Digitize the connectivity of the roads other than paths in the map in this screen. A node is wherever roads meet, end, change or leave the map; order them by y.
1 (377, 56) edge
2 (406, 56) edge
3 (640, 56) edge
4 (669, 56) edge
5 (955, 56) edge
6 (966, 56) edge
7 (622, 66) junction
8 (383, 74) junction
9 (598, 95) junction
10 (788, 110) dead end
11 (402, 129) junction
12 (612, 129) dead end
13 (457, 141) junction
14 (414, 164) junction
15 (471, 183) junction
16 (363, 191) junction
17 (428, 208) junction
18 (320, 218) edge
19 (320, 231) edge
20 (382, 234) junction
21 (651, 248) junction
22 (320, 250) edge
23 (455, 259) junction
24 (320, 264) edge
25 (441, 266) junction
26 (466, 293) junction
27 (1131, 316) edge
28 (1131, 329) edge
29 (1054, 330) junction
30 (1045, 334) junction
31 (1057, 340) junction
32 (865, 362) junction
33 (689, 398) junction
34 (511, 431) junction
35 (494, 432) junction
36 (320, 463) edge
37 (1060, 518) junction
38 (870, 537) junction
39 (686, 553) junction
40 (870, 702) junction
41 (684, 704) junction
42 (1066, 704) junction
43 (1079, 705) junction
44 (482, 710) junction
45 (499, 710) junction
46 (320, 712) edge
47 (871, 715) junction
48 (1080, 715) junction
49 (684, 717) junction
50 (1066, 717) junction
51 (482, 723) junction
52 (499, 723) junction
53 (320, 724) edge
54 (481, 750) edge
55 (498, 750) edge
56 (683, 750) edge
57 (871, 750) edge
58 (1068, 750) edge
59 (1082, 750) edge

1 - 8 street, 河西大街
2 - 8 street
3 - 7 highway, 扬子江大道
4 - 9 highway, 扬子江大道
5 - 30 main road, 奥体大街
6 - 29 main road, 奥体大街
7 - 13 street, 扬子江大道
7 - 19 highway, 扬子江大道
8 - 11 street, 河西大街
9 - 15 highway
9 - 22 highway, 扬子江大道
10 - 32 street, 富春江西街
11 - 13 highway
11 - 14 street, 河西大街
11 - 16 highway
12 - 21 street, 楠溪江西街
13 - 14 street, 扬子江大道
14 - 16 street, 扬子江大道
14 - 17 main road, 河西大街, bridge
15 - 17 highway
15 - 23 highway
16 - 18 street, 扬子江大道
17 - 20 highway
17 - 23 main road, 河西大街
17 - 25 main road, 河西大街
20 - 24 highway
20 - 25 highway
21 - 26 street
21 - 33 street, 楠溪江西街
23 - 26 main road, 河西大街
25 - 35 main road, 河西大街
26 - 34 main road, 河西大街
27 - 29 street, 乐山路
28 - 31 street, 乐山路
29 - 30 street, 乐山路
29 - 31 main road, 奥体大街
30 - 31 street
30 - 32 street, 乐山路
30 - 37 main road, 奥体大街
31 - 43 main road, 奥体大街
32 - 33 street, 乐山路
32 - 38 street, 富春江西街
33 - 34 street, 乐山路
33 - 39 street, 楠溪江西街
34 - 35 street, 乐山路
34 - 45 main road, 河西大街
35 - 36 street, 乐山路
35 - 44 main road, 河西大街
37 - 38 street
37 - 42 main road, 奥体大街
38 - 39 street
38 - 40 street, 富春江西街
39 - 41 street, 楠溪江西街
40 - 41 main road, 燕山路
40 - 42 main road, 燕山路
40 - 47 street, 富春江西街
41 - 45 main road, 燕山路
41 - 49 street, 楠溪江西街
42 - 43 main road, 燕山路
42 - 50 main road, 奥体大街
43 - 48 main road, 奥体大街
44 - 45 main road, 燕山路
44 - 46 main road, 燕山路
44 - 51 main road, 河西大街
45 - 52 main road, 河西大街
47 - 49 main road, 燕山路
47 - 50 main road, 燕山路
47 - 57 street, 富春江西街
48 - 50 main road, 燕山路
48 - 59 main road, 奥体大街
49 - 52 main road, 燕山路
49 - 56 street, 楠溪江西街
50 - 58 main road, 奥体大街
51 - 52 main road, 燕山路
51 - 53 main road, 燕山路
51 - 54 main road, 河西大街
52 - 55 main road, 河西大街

◆ WHAT THIS TASK INVOLVES ◆
Word for word, output the records that appear above.

◆ REPLY ◆
Digitize the connectivity of the roads other than paths in the map in this screen. A node is wherever roads meet, end, change or leave the map; order them by y.
1 (377, 56) edge
2 (406, 56) edge
3 (640, 56) edge
4 (669, 56) edge
5 (955, 56) edge
6 (966, 56) edge
7 (622, 66) junction
8 (383, 74) junction
9 (598, 95) junction
10 (788, 110) dead end
11 (402, 129) junction
12 (612, 129) dead end
13 (457, 141) junction
14 (414, 164) junction
15 (471, 183) junction
16 (363, 191) junction
17 (428, 208) junction
18 (320, 218) edge
19 (320, 231) edge
20 (382, 234) junction
21 (651, 248) junction
22 (320, 250) edge
23 (455, 259) junction
24 (320, 264) edge
25 (441, 266) junction
26 (466, 293) junction
27 (1131, 316) edge
28 (1131, 329) edge
29 (1054, 330) junction
30 (1045, 334) junction
31 (1057, 340) junction
32 (865, 362) junction
33 (689, 398) junction
34 (511, 431) junction
35 (494, 432) junction
36 (320, 463) edge
37 (1060, 518) junction
38 (870, 537) junction
39 (686, 553) junction
40 (870, 702) junction
41 (684, 704) junction
42 (1066, 704) junction
43 (1079, 705) junction
44 (482, 710) junction
45 (499, 710) junction
46 (320, 712) edge
47 (871, 715) junction
48 (1080, 715) junction
49 (684, 717) junction
50 (1066, 717) junction
51 (482, 723) junction
52 (499, 723) junction
53 (320, 724) edge
54 (481, 750) edge
55 (498, 750) edge
56 (683, 750) edge
57 (871, 750) edge
58 (1068, 750) edge
59 (1082, 750) edge

1 - 8 street, 河西大街
2 - 8 street
3 - 7 highway, 扬子江大道
4 - 9 highway, 扬子江大道
5 - 30 main road, 奥体大街
6 - 29 main road, 奥体大街
7 - 13 street, 扬子江大道
7 - 19 highway, 扬子江大道
8 - 11 street, 河西大街
9 - 15 highway
9 - 22 highway, 扬子江大道
10 - 32 street, 富春江西街
11 - 13 highway
11 - 14 street, 河西大街
11 - 16 highway
12 - 21 street, 楠溪江西街
13 - 14 street, 扬子江大道
14 - 16 street, 扬子江大道
14 - 17 main road, 河西大街, bridge
15 - 17 highway
15 - 23 highway
16 - 18 street, 扬子江大道
17 - 20 highway
17 - 23 main road, 河西大街
17 - 25 main road, 河西大街
20 - 24 highway
20 - 25 highway
21 - 26 street
21 - 33 street, 楠溪江西街
23 - 26 main road, 河西大街
25 - 35 main road, 河西大街
26 - 34 main road, 河西大街
27 - 29 street, 乐山路
28 - 31 street, 乐山路
29 - 30 street, 乐山路
29 - 31 main road, 奥体大街
30 - 31 street
30 - 32 street, 乐山路
30 - 37 main road, 奥体大街
31 - 43 main road, 奥体大街
32 - 33 street, 乐山路
32 - 38 street, 富春江西街
33 - 34 street, 乐山路
33 - 39 street, 楠溪江西街
34 - 35 street, 乐山路
34 - 45 main road, 河西大街
35 - 36 street, 乐山路
35 - 44 main road, 河西大街
37 - 38 street
37 - 42 main road, 奥体大街
38 - 39 street
38 - 40 street, 富春江西街
39 - 41 street, 楠溪江西街
40 - 41 main road, 燕山路
40 - 42 main road, 燕山路
40 - 47 street, 富春江西街
41 - 45 main road, 燕山路
41 - 49 street, 楠溪江西街
42 - 43 main road, 燕山路
42 - 50 main road, 奥体大街
43 - 48 main road, 奥体大街
44 - 45 main road, 燕山路
44 - 46 main road, 燕山路
44 - 51 main road, 河西大街
45 - 52 main road, 河西大街
47 - 49 main road, 燕山路
47 - 50 main road, 燕山路
47 - 57 street, 富春江西街
48 - 50 main road, 燕山路
48 - 59 main road, 奥体大街
49 - 52 main road, 燕山路
49 - 56 street, 楠溪江西街
50 - 58 main road, 奥体大街
51 - 52 main road, 燕山路
51 - 53 main road, 燕山路
51 - 54 main road, 河西大街
52 - 55 main road, 河西大街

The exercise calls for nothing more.